(Given records)

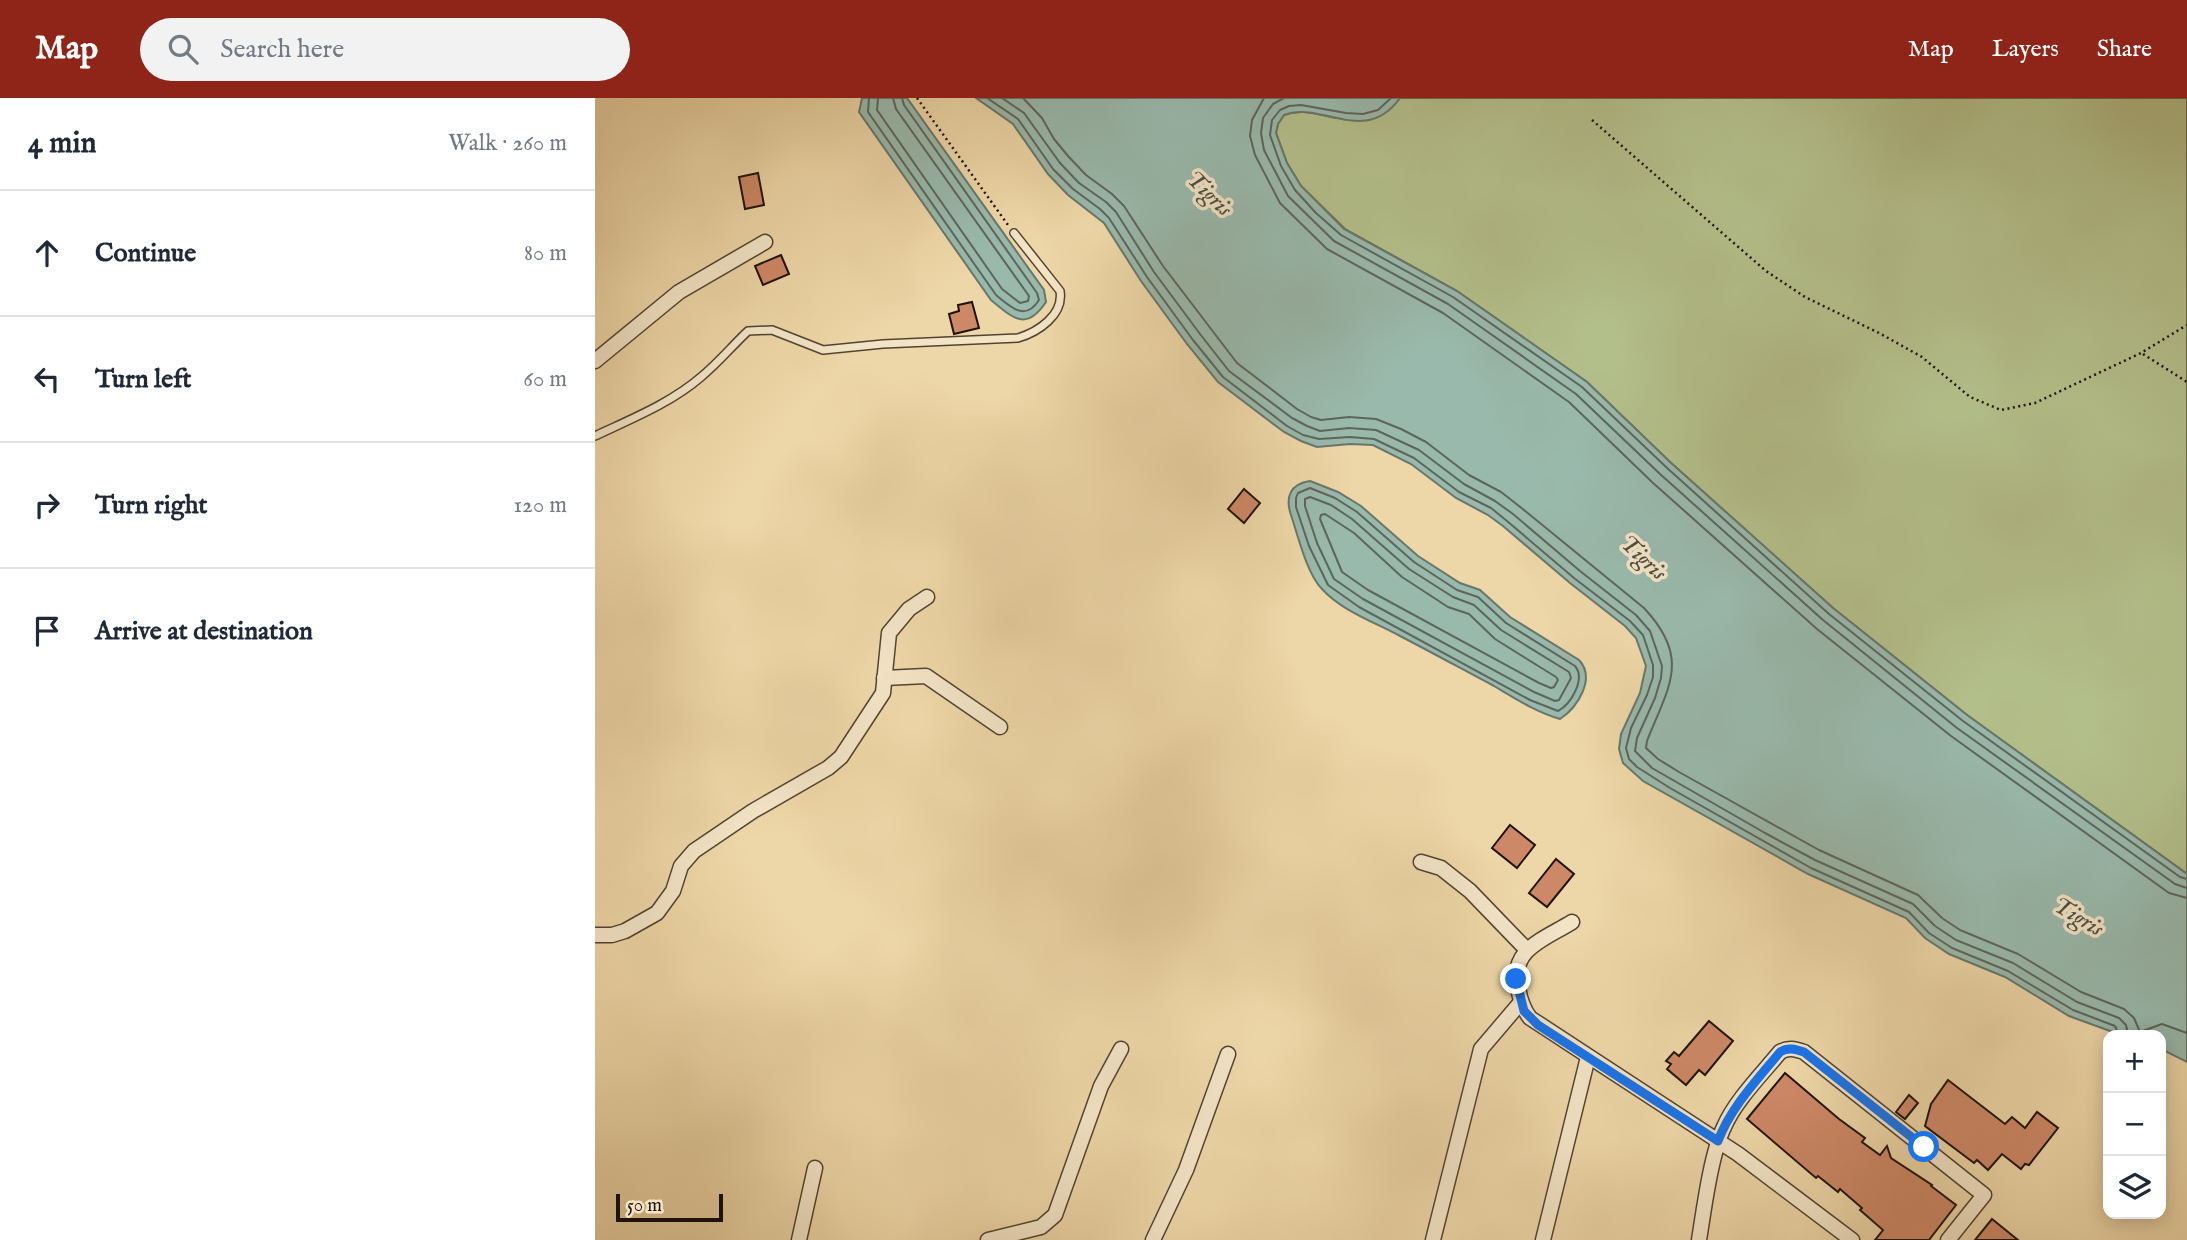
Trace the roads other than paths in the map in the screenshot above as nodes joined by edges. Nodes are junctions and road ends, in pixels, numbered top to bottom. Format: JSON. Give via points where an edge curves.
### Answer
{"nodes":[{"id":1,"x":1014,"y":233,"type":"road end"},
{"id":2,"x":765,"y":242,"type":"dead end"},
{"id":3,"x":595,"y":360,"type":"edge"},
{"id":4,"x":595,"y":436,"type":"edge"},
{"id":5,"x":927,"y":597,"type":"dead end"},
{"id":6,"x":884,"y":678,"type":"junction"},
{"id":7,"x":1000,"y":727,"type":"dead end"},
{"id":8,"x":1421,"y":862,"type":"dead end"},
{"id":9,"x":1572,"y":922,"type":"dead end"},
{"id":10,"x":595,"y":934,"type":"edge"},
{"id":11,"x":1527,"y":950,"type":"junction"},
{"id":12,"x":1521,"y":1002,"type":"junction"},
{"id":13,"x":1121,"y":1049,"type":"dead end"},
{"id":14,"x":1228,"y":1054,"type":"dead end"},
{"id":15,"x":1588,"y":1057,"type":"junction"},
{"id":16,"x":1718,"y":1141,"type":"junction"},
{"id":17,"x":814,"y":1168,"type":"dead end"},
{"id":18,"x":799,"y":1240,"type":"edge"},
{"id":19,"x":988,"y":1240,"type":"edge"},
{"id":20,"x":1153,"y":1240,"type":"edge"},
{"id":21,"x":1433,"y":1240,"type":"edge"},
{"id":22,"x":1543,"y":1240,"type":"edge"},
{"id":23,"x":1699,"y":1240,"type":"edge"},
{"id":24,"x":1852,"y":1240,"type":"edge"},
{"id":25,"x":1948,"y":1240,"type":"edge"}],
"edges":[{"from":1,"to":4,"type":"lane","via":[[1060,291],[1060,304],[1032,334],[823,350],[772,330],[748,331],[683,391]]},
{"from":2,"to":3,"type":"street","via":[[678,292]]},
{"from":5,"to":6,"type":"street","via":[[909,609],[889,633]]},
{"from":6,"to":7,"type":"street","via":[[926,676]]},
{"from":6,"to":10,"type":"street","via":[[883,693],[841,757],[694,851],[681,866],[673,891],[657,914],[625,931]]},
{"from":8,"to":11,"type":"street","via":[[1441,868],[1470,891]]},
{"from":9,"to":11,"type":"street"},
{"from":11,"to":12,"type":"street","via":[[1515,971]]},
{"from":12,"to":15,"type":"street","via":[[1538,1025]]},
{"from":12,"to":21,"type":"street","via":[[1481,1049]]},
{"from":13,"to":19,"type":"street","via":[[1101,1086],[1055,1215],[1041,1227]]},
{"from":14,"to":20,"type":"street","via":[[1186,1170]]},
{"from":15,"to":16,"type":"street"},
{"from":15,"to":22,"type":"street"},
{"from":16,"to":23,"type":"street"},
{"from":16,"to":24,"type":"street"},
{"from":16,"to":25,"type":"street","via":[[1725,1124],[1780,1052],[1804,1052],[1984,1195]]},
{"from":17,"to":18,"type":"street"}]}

(End Given records)

Exercise goal =
Look through the entries above, and wherever a line holds the string "road", copy it.

Solution for this exercise =
Trace the roads other than paths in the map in the screenshot above as nodes joined by edges. Nodes are junctions and road ends, in pixels, numbered top to bottom. Format: JSON. Give via points where an edge curves.
{"nodes":[{"id":1,"x":1014,"y":233,"type":"road end"},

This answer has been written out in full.